Someone contacted me through Gmail, and their profile had this symbol as an image.
I have absolutely no idea what it is.

Can anyone give me the reference or origin?

Thanks in advance.

zhen_rogue on

Posts

  • EchoEcho ski-bap ba-dapModerator, Administrator admin
    edited June 2007
    I think I've seen that somewhere in Warhammer 40k.

    edit: I may be thinking a bit too much about Eldar runes, but I know I've seen just that one somewhere...

    font_eldar.gif

    Echo on
  • FeralFeral MEMETICHARIZARD interior crocodile alligator ⇔ ǝɹʇɐǝɥʇ ǝᴉʌoɯ ʇǝloɹʌǝɥɔ ɐ ǝʌᴉɹp ᴉRegistered User regular
    edited June 2007
    Your best bet is to ask the person what it's from. Just because we might find a historical meaning for it doesn't mean it represents the same thing for that person. Hell, it might represent a rock band for all we know.

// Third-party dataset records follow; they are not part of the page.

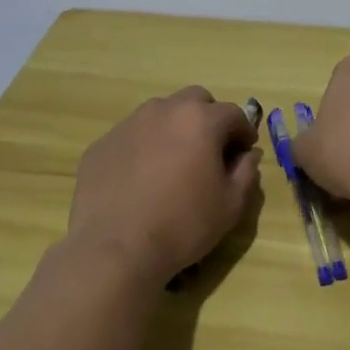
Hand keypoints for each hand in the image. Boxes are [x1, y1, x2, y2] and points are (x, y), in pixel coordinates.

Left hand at [68, 87, 261, 282]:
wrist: (114, 248)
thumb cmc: (183, 225)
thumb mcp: (230, 205)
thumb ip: (246, 172)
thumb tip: (249, 155)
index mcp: (200, 120)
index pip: (233, 113)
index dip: (243, 133)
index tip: (243, 153)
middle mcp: (163, 111)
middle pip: (195, 100)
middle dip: (208, 119)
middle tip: (209, 151)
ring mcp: (127, 125)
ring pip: (160, 114)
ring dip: (174, 129)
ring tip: (173, 164)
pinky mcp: (101, 145)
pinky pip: (131, 137)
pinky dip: (143, 148)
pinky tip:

    That said, I love symbols, so I'll take a stab at it. I'd be willing to put money down that it's an alchemical symbol.

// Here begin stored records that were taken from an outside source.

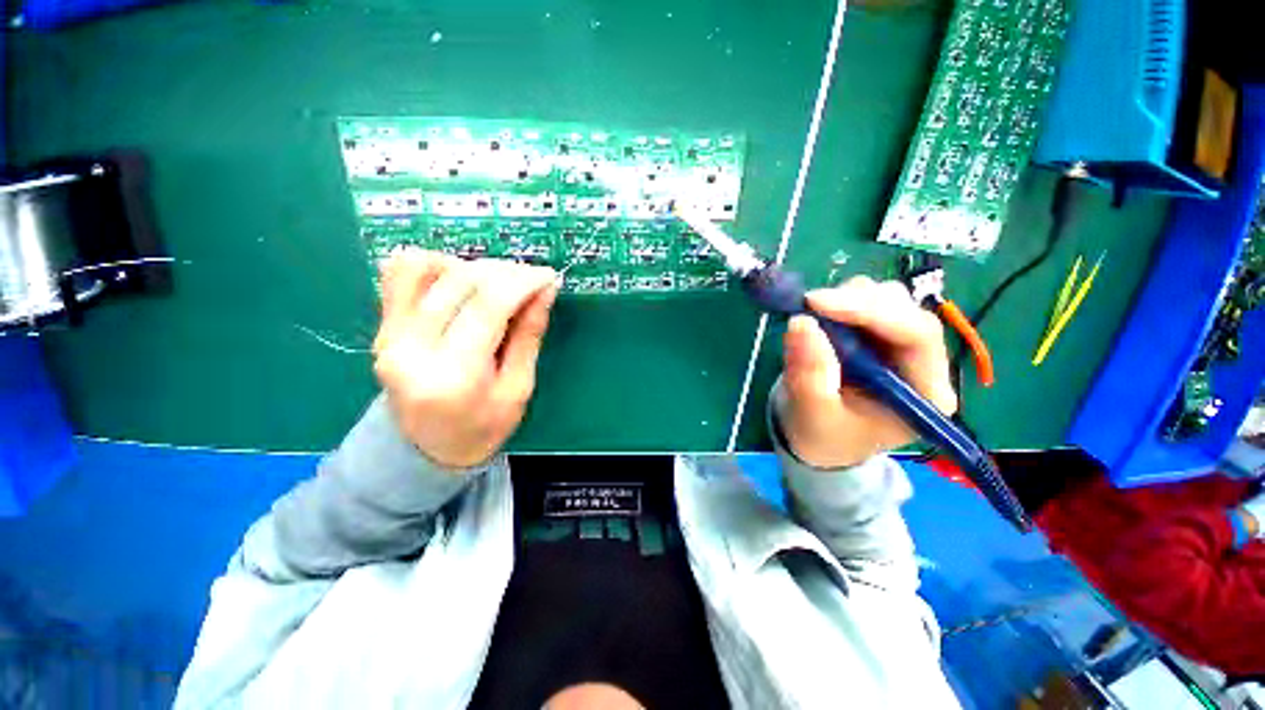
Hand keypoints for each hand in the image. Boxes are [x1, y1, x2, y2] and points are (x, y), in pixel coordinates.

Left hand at [373, 249, 558, 468]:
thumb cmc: (483, 427)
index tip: (548, 276)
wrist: (426, 449)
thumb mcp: (519, 388)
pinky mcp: (383, 327)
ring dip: (471, 266)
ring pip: (427, 267)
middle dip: (506, 271)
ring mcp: (390, 335)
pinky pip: (400, 273)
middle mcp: (413, 349)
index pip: (489, 305)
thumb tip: (545, 290)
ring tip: (497, 284)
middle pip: (461, 281)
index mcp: (455, 375)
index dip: (523, 282)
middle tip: (531, 280)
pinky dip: (435, 265)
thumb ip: (529, 335)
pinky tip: (460, 280)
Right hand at [779, 277, 957, 468]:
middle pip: (905, 310)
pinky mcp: (877, 335)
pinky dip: (839, 302)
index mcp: (924, 392)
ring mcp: (899, 345)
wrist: (817, 438)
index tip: (817, 303)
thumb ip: (809, 372)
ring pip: (887, 299)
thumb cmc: (822, 435)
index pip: (917, 335)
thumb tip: (801, 322)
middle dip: (856, 302)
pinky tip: (820, 319)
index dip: (870, 311)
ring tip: (813, 319)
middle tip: (809, 306)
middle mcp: (922, 363)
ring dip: (847, 300)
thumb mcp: (812, 412)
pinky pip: (865, 302)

    The upside-down triangle in alchemy represents water, so reagents that they considered to be water-based were represented by an upside-down triangle combined with some other symbol. (Take a look at the symbols for arsenicicum rubrum, a metallic salt of arsenic, down at the bottom of this page, for a very similar symbol.)

    Edit: found it. It's arsenic. http://chemistry.about.com/od/alchemicalsymbols/a/alchemyas.htm

    Feral on
    every person who doesn't like an acquired taste always seems to think everyone who likes it is faking it. it should be an official fallacy.

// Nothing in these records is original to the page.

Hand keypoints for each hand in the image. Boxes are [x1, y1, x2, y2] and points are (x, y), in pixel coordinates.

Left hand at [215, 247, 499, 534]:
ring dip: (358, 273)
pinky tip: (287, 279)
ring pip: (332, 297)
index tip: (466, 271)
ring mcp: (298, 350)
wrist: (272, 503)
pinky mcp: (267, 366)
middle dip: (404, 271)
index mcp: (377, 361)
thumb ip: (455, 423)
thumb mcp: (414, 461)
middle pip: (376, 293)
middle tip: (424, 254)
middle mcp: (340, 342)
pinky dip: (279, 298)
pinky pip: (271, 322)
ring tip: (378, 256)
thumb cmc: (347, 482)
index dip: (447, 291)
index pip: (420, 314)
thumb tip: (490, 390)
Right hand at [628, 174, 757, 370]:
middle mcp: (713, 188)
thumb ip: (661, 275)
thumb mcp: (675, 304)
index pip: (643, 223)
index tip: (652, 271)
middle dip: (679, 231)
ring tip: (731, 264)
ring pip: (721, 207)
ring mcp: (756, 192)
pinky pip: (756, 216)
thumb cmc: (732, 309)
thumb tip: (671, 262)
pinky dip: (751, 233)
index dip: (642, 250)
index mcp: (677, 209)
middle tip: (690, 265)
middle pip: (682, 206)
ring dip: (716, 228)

    the "no true scotch man" fallacy.
  • EchoEcho ski-bap ba-dapModerator, Administrator admin
    edited June 2007
    Doh, should have thought of alchemy too. But I'm too much of a wargaming nerd. :P

    Echo on
  • zhen_roguezhen_rogue Registered User regular
    edited June 2007
    Feral wrote: »
    Your best bet is to ask the person what it's from. Just because we might find a historical meaning for it doesn't mean it represents the same thing for that person. Hell, it might represent a rock band for all we know.

    That said, I love symbols, so I'll take a stab at it. I'd be willing to put money down that it's an alchemical symbol.

    The upside-down triangle in alchemy represents water, so reagents that they considered to be water-based were represented by an upside-down triangle combined with some other symbol. (Take a look at the symbols for arsenicicum rubrum, a metallic salt of arsenic, down at the bottom of this page, for a very similar symbol.)

    Edit: found it. It's arsenic. http://chemistry.about.com/od/alchemicalsymbols/a/alchemyas.htm

    Brilliant deduction, thanks for the help!